Some moderation on young illegal residents emerges
One of the first signs that the wall against immigration reform may be crumbling came this week with Arizona's U.S. Sen. Jon Kyl co-sponsored a bill to provide a path to legal status for children brought to this country by illegal immigrants.
It was something of a surprise coming from Kyl, a Republican leader. Although he has been somewhat moderate on immigration issues in the past, recently he has been taking a more hard-line stance on the issue. It may be that he is returning to moderation because he is retiring from the Senate this year.
The proposed law is called the Achieve Act, signifying that the youths it is aimed at will have to take proactive steps and be proven to be productive, law-abiding members of society in order to gain legal status over time through a visa system. The process would start by requiring applicants to obtain a college degree or serve in the military.

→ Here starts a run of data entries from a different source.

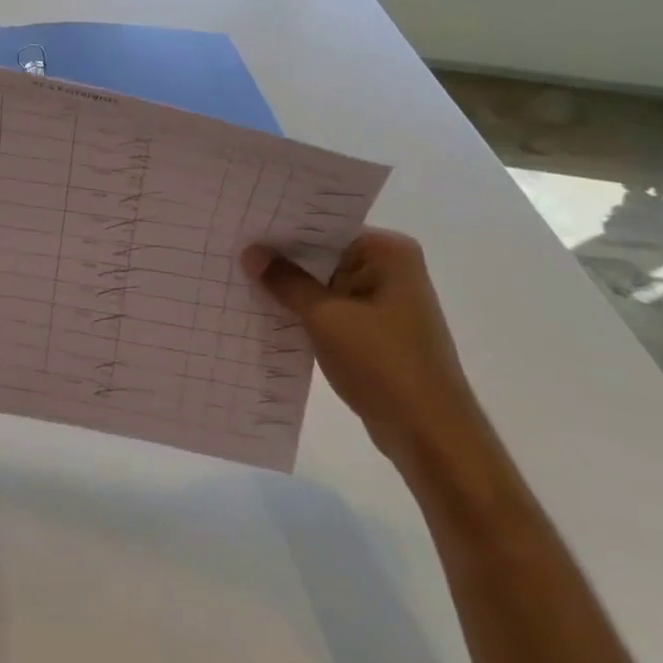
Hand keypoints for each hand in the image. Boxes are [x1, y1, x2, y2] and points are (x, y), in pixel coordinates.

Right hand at [241, 229, 487, 472]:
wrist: (430, 437)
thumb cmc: (384, 365)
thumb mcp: (326, 318)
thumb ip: (286, 282)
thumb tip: (250, 252)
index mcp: (388, 253)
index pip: (325, 227)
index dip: (283, 228)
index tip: (243, 225)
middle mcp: (389, 269)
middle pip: (323, 254)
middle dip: (282, 258)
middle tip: (231, 247)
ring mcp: (382, 302)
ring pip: (323, 284)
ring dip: (290, 288)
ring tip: (237, 276)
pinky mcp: (373, 331)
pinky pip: (329, 310)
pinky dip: (303, 312)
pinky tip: (263, 311)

It contrasts with the so-called DREAM Act supported by some members of Congress, including one of Arizona's U.S. House members, Raul Grijalva, who represents part of Yuma County. The DREAM Act has similar goals except it provides a path not only to legal status, but also to citizenship.
Strong opponents of illegal immigration will likely describe the Kyl bill as being “soft” on the issue and providing “amnesty” for those here illegally, just as they have done with the DREAM Act.
Some are noting that Kyl will no longer be in office to guide the Achieve Act to passage and the senator acknowledges others will have to do that. It will undoubtedly face strong opposition.
Interestingly, Republican Jeff Flake, a past hard-liner on illegal immigration who is replacing Kyl in the Senate, seems to also be moderating his position, describing the Achieve Act as a “good starting point.” He also told the Cronkite News Service that young people brought here illegally have to be treated “realistically and humanely.”
Republicans, who received very little support from our country's growing Hispanic population in the last election, appear to be getting the message that this is an issue that cannot be ignored.